*** Material for this task

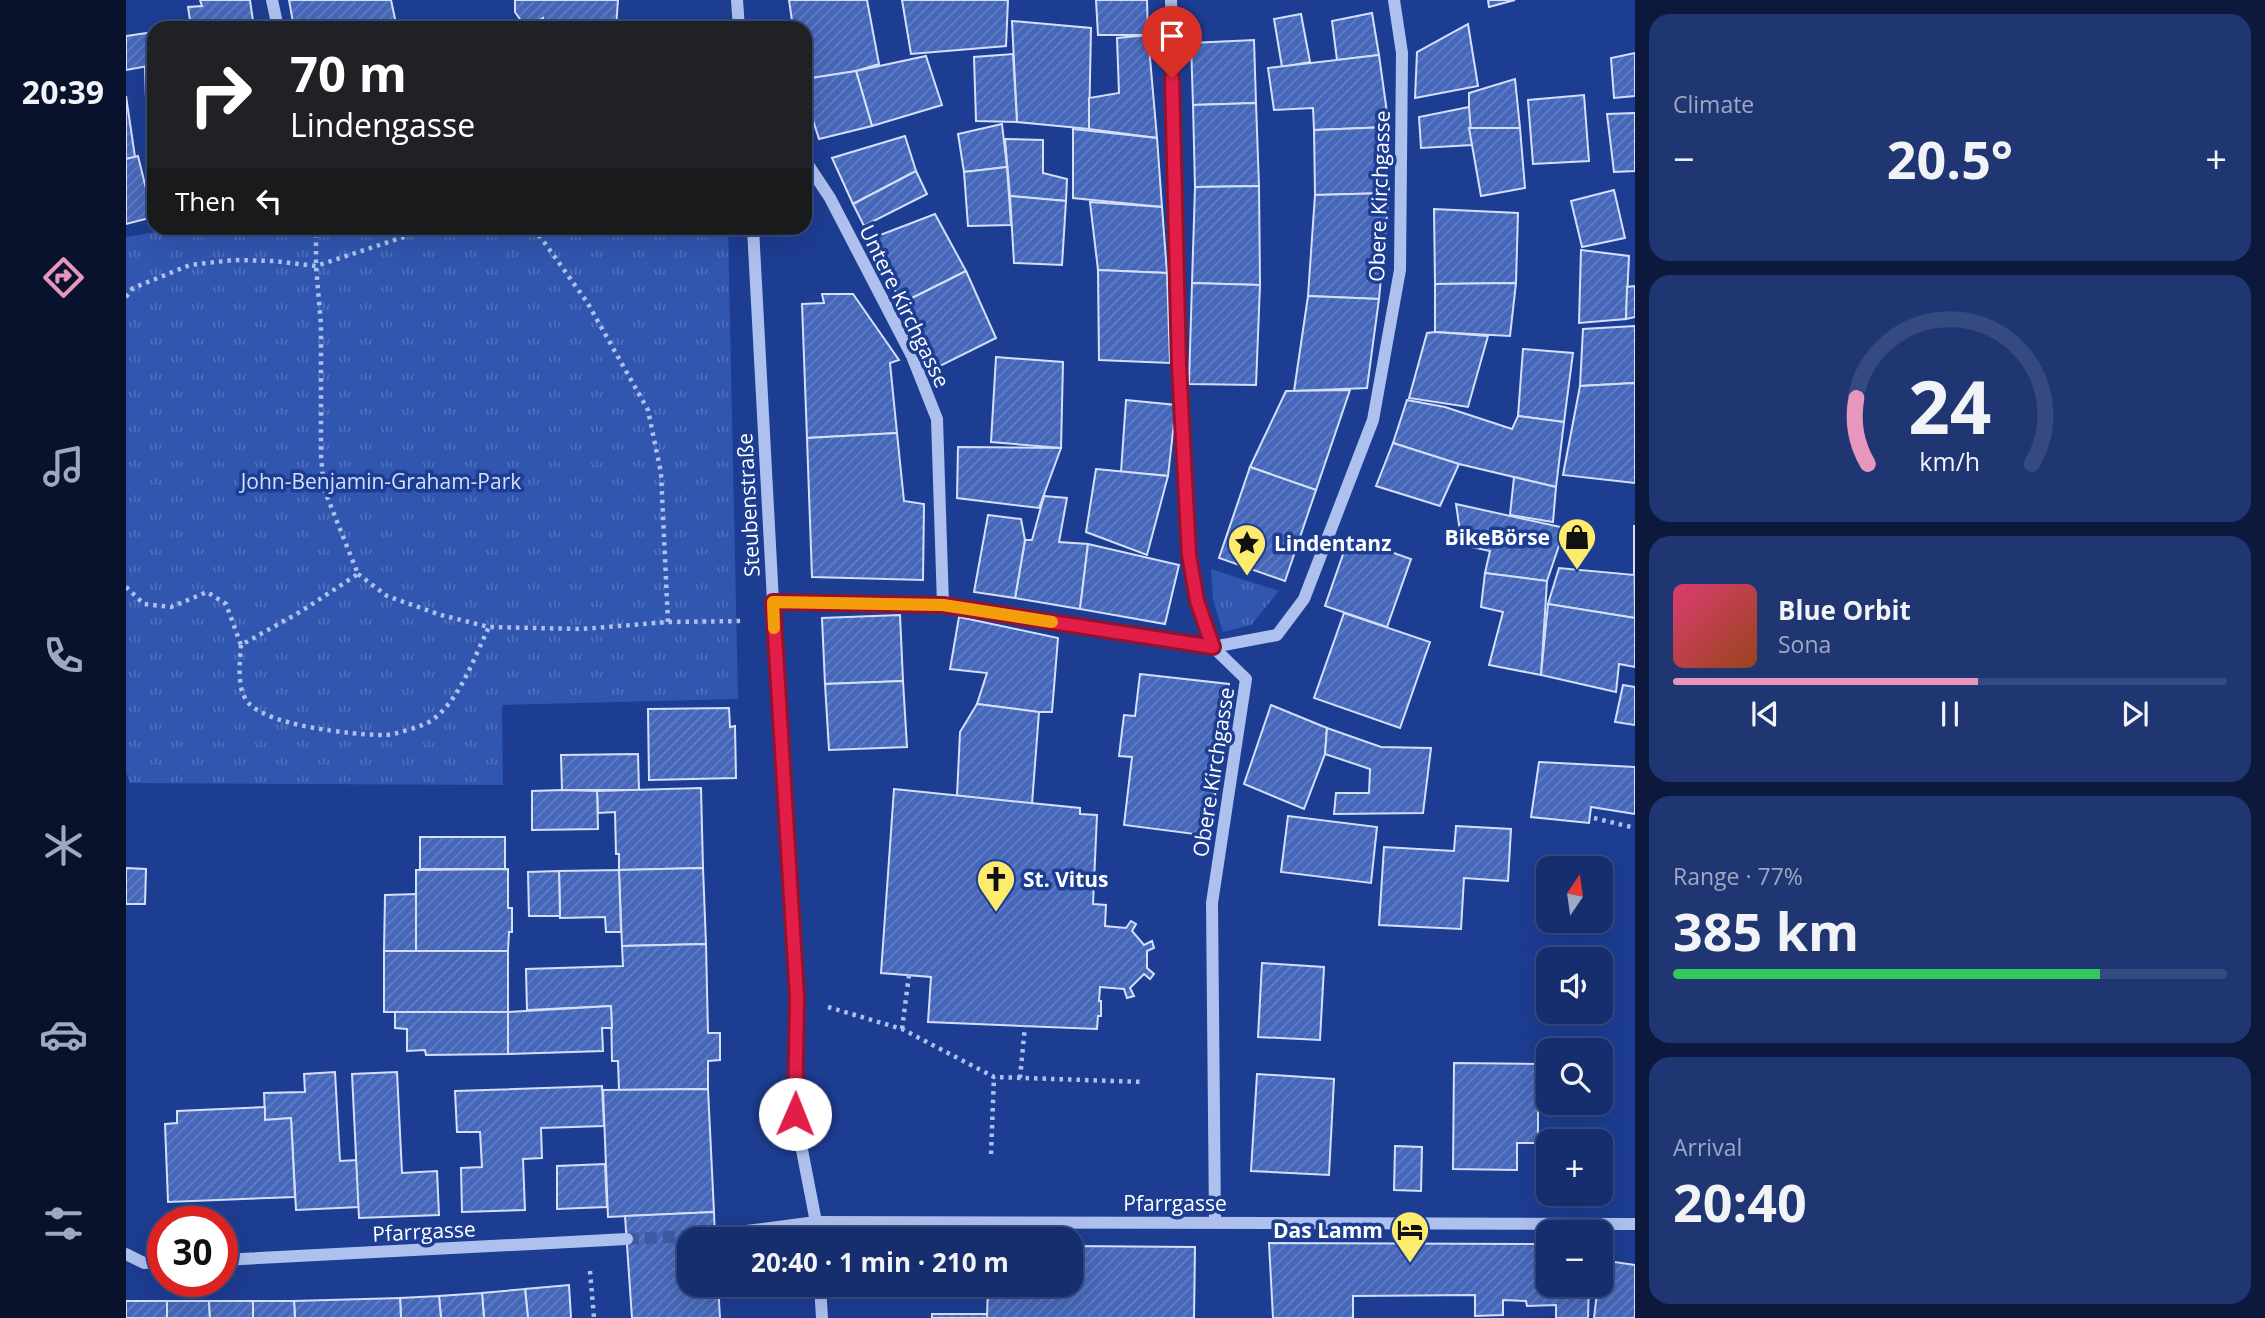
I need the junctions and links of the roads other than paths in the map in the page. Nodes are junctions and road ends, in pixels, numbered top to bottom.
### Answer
1 (272, 0) edge
2 (737, 0) edge
3 (1171, 0) edge
4 (1394, 0) edge
5 (276, 21) edge
6 (738, 21) edge
7 (812, 171) edge
8 (753, 235) edge
9 (773, 602) junction
10 (943, 605) junction
11 (1213, 647) junction
12 (816, 1222) junction
13 (1215, 1223) junction
14 (1635, 1224) edge
15 (777, 1227) edge
16 (816, 1227) edge
17 (627, 1239) tunnel mouth
18 (126, 1254) edge
19 (238, 1259) edge
20 (147, 1263) edge
21 (821, 1297) edge
22 (822, 1318) edge

1 - 5 street
2 - 6 street
3 - 11 street
4 - 11 street, Obere Kirchgasse
7 - 10 street, Untere Kirchgasse
8 - 9 street, Steubenstraße
9 - 10 street
9 - 12 street, Steubenstraße
10 - 11 street
11 - 13 street, Obere Kirchgasse
12 - 13 street, Pfarrgasse
12 - 15 street, Pfarrgasse
12 - 16 street, Steubenstraße
13 - 14 street, Pfarrgasse
17 - 19 street, Pfarrgasse
18 - 20 street
21 - 22 street

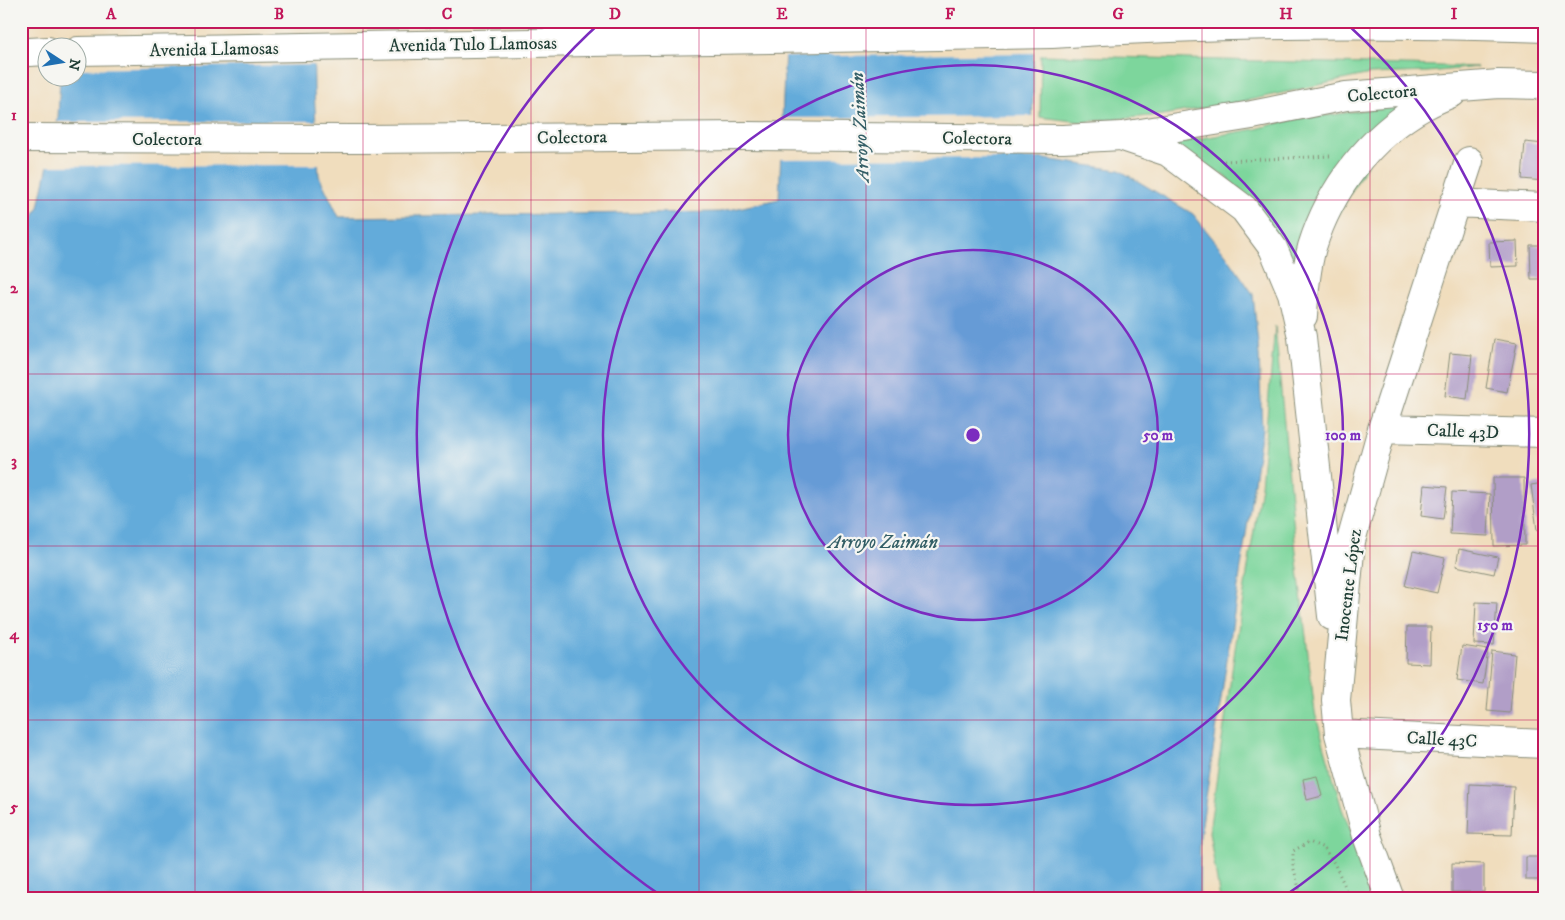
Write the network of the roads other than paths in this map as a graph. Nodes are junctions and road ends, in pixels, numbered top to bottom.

******

§ **Exercise goal**
Pull together all lines from the data that mention the word "road".

§ **Answer space**
I need the junctions and links of the roads other than paths in the map in the page. Nodes are junctions and road ends, in pixels, numbered top to bottom.
Write the network of the roads other than paths in this map as a graph. Nodes are junctions and road ends, in pixels, numbered top to bottom.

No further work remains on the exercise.